Ce fut également un moment spécial pour Siakam mardi, car il a posé pour des photos avec des jeunes filles qui n’auraient peut-être pas eu la chance de travailler sur leur propre ordinateur. Maintenant qu’ils le font, cela devrait permettre à une cohorte souvent oubliée de se concentrer sur la possibilité d’un avenir dans la technologie.

“Sachant quel est le fossé, les femmes n’étant pas aussi impliquées dans la technologie ou ces types d’emplois, nous voulons que cela change”, a déclaré Siakam. “Nous avons les mêmes compétences, en fin de compte, ils peuvent faire les mêmes choses que nous et je veux m’assurer que nous en faisons écho.”

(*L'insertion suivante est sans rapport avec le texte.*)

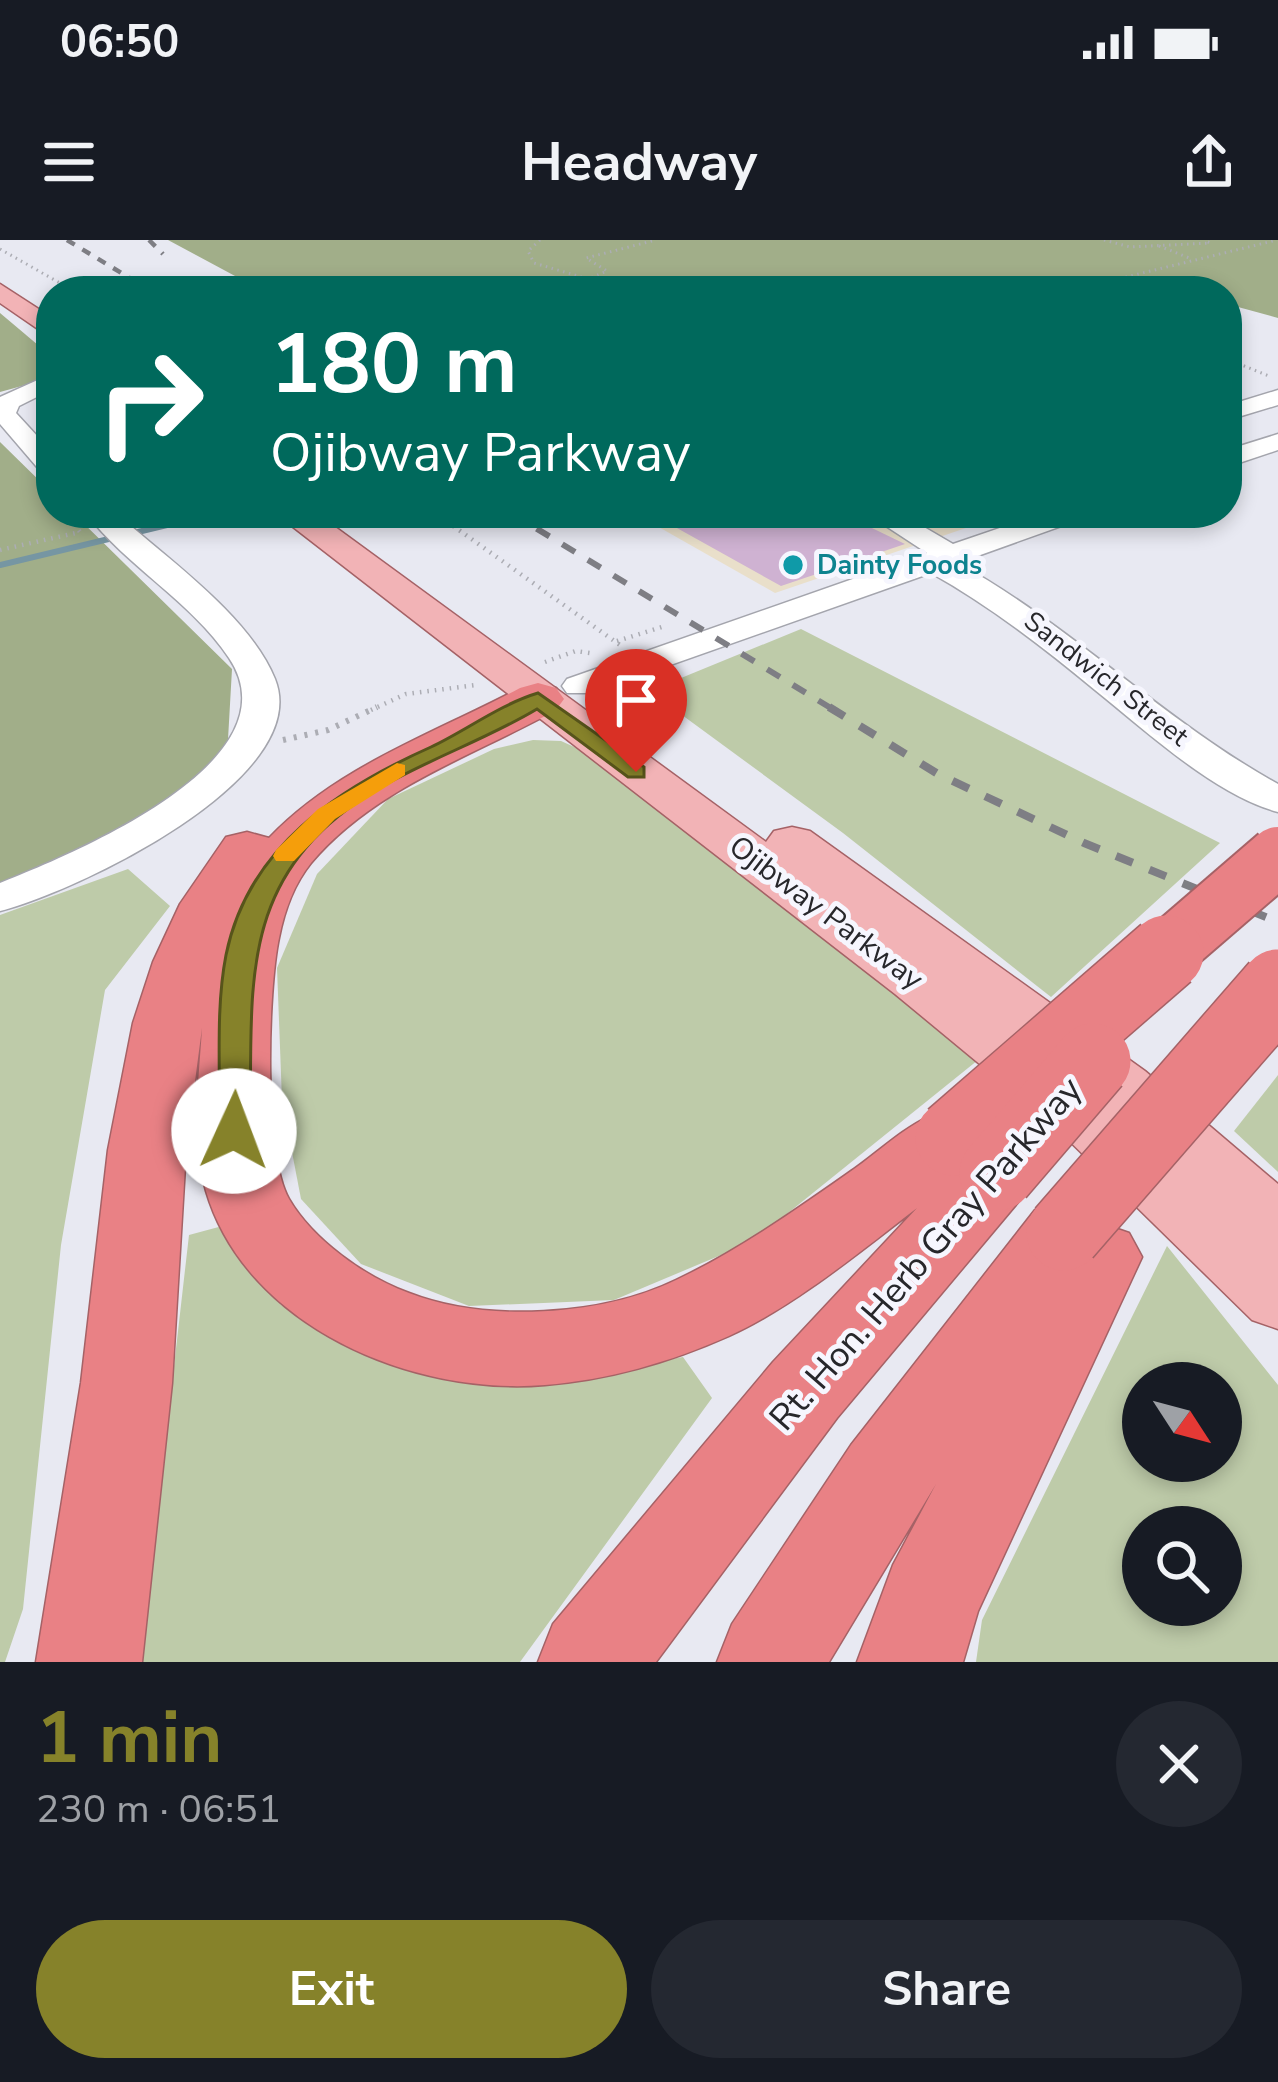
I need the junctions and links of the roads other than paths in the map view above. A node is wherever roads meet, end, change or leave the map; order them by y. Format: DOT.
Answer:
graph roads {
  1 [pos="0,266"];
  2 [pos="0,291"];
  3 [pos="36,291"];
  4 [pos="36,319"];
  5 [pos="36,388"];
  6 [pos="1278,398"];
  7 [pos="1242,409"];
  8 [pos="1278,442"];
  9 [pos="36,450"];
  10 [pos="1242,454"];
  11 [pos="116,528"];
  12 [pos="315,528"];
  13 [pos="362,528"];
  14 [pos="900,528"];
  15 [pos="1020,528"];
  16 [pos="941,558"];
  17 [pos="558,693"];
  18 [pos="1278,800"];
  19 [pos="1278,858"];
  20 [pos="0,898"];
  21 [pos="1278,987"];
  22 [pos="1278,1006"];
  23 [pos="975,1155"];
  24 [pos="1278,1226"];
  25 [pos="1082,1245"];
  26 [pos="1278,1298"];
  27 [pos="89,1662"];
  28 [pos="590,1662"];
  29 [pos="770,1662"];
  30 [pos="910,1662"];
  1 -- 3 [label="main road"];
  2 -- 4 [label="main road"];
  5 -- 9 [label="street"];
  6 -- 7 [label="street"];
  8 -- 10 [label="street"];
  11 -- 20 [label="street"];
  12 -- 17 [label="main road, Ojibway Parkway"];
  13 -- 17 [label="main road, Ojibway Parkway"];
  14 -- 16 [label="street, Sandwich Street"];
  15 -- 16 [label="street"];
  16 -- 17 [label="street"];
  16 -- 18 [label="street, Sandwich Street"];
  17 -- 23 [label="highway"];
  17 -- 24 [label="main road, Ojibway Parkway"];
  17 -- 26 [label="main road, Ojibway Parkway"];
  17 -- 27 [label="highway"];
  19 -- 23 [label="highway, Rt. Hon. Herb Gray Parkway, bridge"];
  21 -- 25 [label="highway, bridge"];
  22 -- 25 [label="highway"];
  23 -- 28 [label="highway, Rt. Hon. Herb Gray Parkway"];
  25 -- 29 [label="highway"];
  25 -- 30 [label="highway"];
}
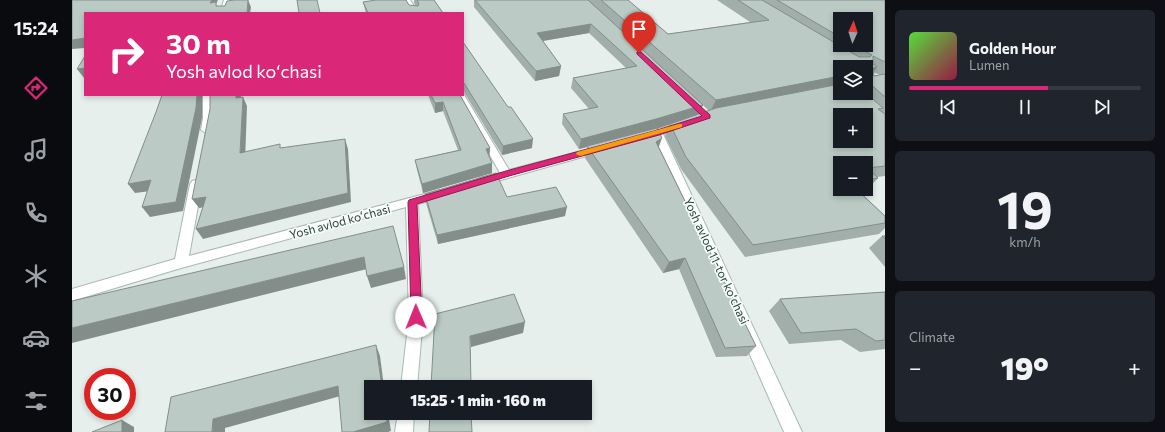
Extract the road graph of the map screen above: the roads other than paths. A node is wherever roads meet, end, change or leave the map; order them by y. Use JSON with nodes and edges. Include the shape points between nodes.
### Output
{"nodes":[{"id":1,"x":227,"y":0,"type":"edge"},
{"id":2,"x":407,"y":0,"type":"edge"},
{"id":3,"x":224,"y":12,"type":"edge"},
{"id":4,"x":414,"y":12,"type":"edge"},
{"id":5,"x":208,"y":96,"type":"edge"},
{"id":6,"x":462,"y":96,"type":"edge"},
{"id":7,"x":693,"y":122,"type":"edge"},
{"id":8,"x":657,"y":133,"type":"junction"},
{"id":9,"x":634,"y":139,"type":"edge"},
{"id":10,"x":204,"y":141,"type":"edge"},
{"id":11,"x":612,"y":145,"type":"edge"},
{"id":12,"x":198,"y":172,"type":"edge"},
{"id":13,"x":506,"y":174,"type":"junction"},
{"id":14,"x":470,"y":185,"type":"edge"},
{"id":15,"x":448,"y":192,"type":"edge"},
{"id":16,"x":412,"y":202,"type":"junction"},
{"id":17,"x":181,"y":263,"type":"junction"},
{"id":18,"x":72,"y":294,"type":"edge"},
{"id":19,"x":410,"y":380,"type":"edge"},
{"id":20,"x":405,"y":420,"type":"edge"},
{"id":21,"x":404,"y":432,"type":"edge"},
{"id":22,"x":794,"y":432,"type":"edge"}],
"edges":[{"from":1,"to":3,"type":"street"},
{"from":2,"to":4,"type":"street"},
{"from":5,"to":10,"type":"street"},
{"from":6,"to":13,"type":"street"},
{"from":7,"to":8,"type":"street"},
{"from":8,"to":9,"type":"street"},
{"from":8,"to":22,"type":"street","name":"Yosh avlod 11-tor koʻchasi"},
{"from":11,"to":13,"type":"street"},
{"from":12,"to":17,"type":"street"},
{"from":13,"to":14,"type":"street"},
{"from":15,"to":16,"type":"street","name":"Yosh avlod koʻchasi"},
{"from":16,"to":17,"type":"street","name":"Yosh avlod koʻchasi"},
{"from":16,"to":19,"type":"street","via":[[416,317]]},
{"from":17,"to":18,"type":"street","name":"Yosh avlod koʻchasi"},
{"from":20,"to":21,"type":"street"}]}
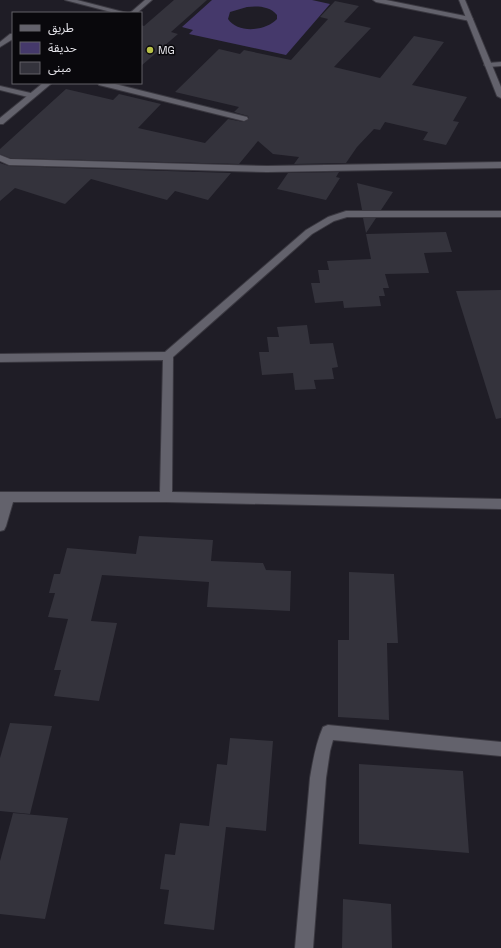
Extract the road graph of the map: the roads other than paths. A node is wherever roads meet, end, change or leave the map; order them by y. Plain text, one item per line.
1 (68, 0) edge
2 (149, 0) edge
3 (376, 0) edge
4 (462, 0) edge
5 (120, 12) edge
6 (134, 12) edge
7 (470, 19) junction
8 (12, 37) edge
9 (0, 45) edge
10 (501, 64) edge
11 (488, 65) junction
12 (47, 84) edge
13 (106, 84) edge
14 (0, 88) edge
15 (32, 96) junction
16 (501, 96) edge
17 (244, 119) dead end
18 (0, 122) edge
19 (0, 158) edge
20 (501, 165) edge
21 (501, 214) edge
22 (168, 356) junction
23 (0, 358) edge
24 (4, 497) edge
25 (166, 497) junction
26 (501, 504) edge
27 (0, 526) edge
28 (501, 749) edge
29 (304, 948) edge

1 - 5 street
2 - 6 street
3 - 7 street
4 - 7 street
7 - 11 street
8 - 9 street
10 - 11 street
11 - 16 street
12 - 15 street
13 - 17 street
14 - 15 street
15 - 18 street
19 - 20 street
21 - 22 street
22 - 23 street
22 - 25 street
24 - 25 street
24 - 27 street
25 - 26 street
28 - 29 street

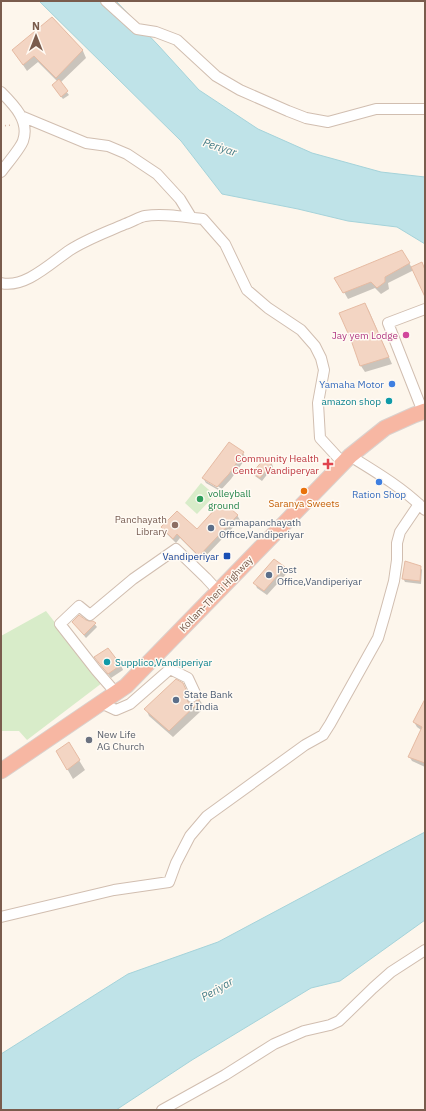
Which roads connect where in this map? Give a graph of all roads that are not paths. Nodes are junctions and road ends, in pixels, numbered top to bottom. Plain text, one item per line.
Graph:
1 (106, 1) edge
2 (1, 92) edge
3 (425, 109) edge
4 (22, 120) junction
5 (1, 172) edge
6 (191, 217) junction
7 (1, 283) edge
8 (425, 309) edge
9 (424, 412) edge
10 (346, 459) junction
11 (422, 507) edge
12 (224, 584) junction
13 (116, 693) junction
14 (192, 697) dead end
15 (101, 703) junction
16 (1, 771) edge
17 (1, 917) edge
18 (425, 950) edge
19 (162, 1110) edge

1 - 3 street
2 - 4 street
4 - 5 street
4 - 6 street
6 - 7 street
6 - 10 street
8 - 9 street
9 - 10 highway, Kollam-Theni Highway
10 - 11 street
10 - 12 highway, Kollam-Theni Highway
11 - 17 street
12 - 13 highway, Kollam-Theni Highway
12 - 13 street
13 - 15 highway, Kollam-Theni Highway
14 - 15 street
15 - 16 highway, Kollam-Theni Highway
18 - 19 street

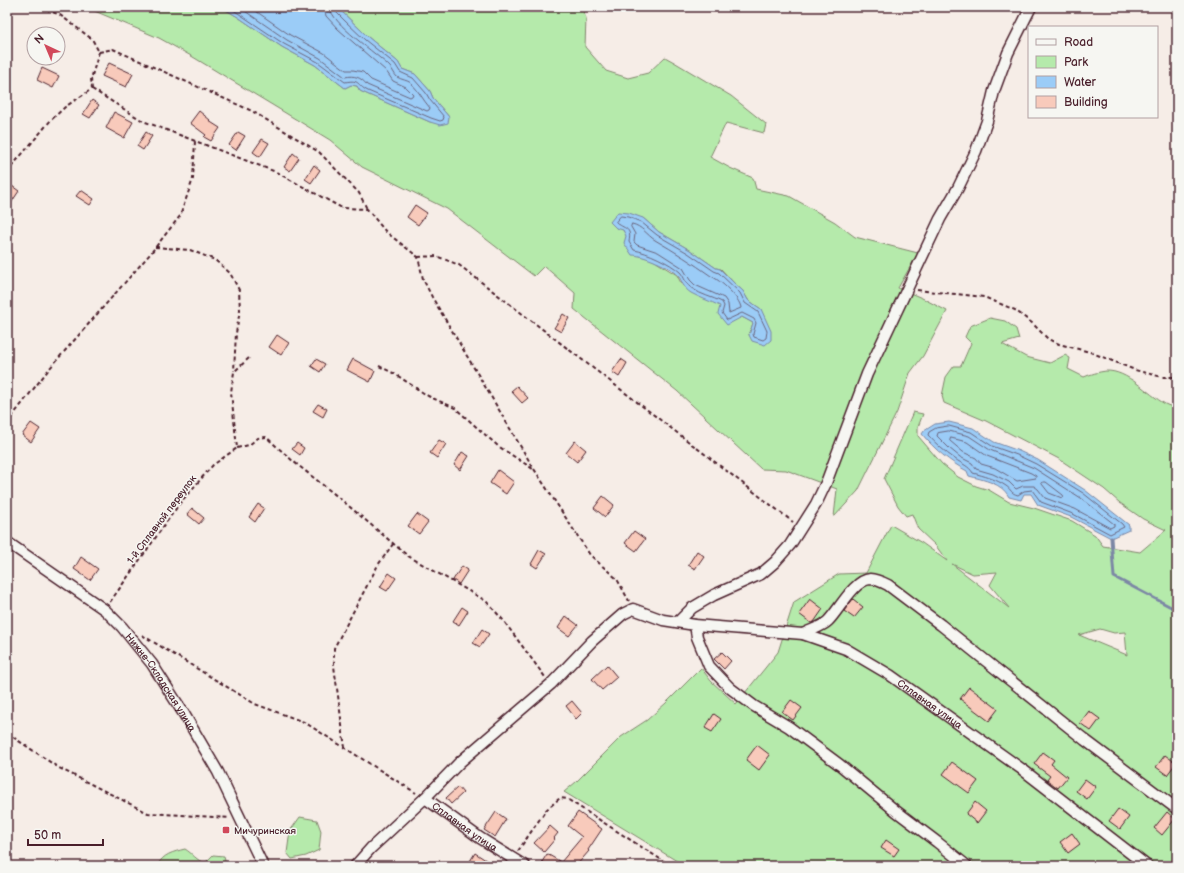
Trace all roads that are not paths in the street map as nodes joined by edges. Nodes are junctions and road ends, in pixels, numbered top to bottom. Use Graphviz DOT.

Les Raptors ont fait tout le travail sur le terrain qu’ils auront à faire avant le repêchage de jeudi – ils ont eu des séances avec environ 72 joueurs en groupes de six – et sont en train de finaliser leur classement. Et autant que les compétences de base en basket-ball joueront un rôle dans qui ils prendront, l’évaluation hors du terrain est tout aussi importante.

Ils ont différents groupes d’employés de la réception et des opérations de basket-ball qui traînent avec les prospects pendant le dîner et avant leurs séances d’entraînement pour avoir une idée de la façon dont les adolescents ou les joueurs au début de la vingtaine interagissent avec les gens et les employeurs potentiels. Le caractère compte.

Pascal Siakam, au Grand Prix du Canada à Montréal ce week-end, distribuait des ordinateurs à Regent Park mardi.

“Vous voulez brosser un tableau complet de l’enfant”, a déclaré Webster. «Vous les prenez en quelque sorte à partir du premier point réaliste (quand ils émergent comme des perspectives légitimes) et prenez du recul.

«Nous allons parler aux gens de leur lycée, aller parler aux entraîneurs, aller parler aux joueurs contre lesquels ils ont joué … donc vous voulez probablement faire ça pour 10 à 12, vous ne pouvez pas le faire pour tous les 60.

“Vous creusez aussi profondément que vous le pouvez.”

L’obsession relative du brouillon existe en raison des variables attachées à chaque choix. Webster a déclaré que la recherche montre que trois joueurs sur 10 «dans notre gamme» réussissent et peut-être 20 des 60 champs de sélection entiers restent dans un rôle important.

“Je pense que c’est un domaine de la construction de listes où le potentiel est illimité”, a-t-il déclaré. “Généralement, en agence libre, vous avez vu un joueur, vous avez donc une idée de qui il est. Avec les métiers, il y a généralement un corps de travail.

« Je pense que le repêchage est cette grande inconnue. Je pense que c’est pour ça que les équipes passent autant de temps. Si vous pouvez obtenir un très bon joueur au deuxième tour qui devient une étoile, la valeur y est fondamentalement incommensurable.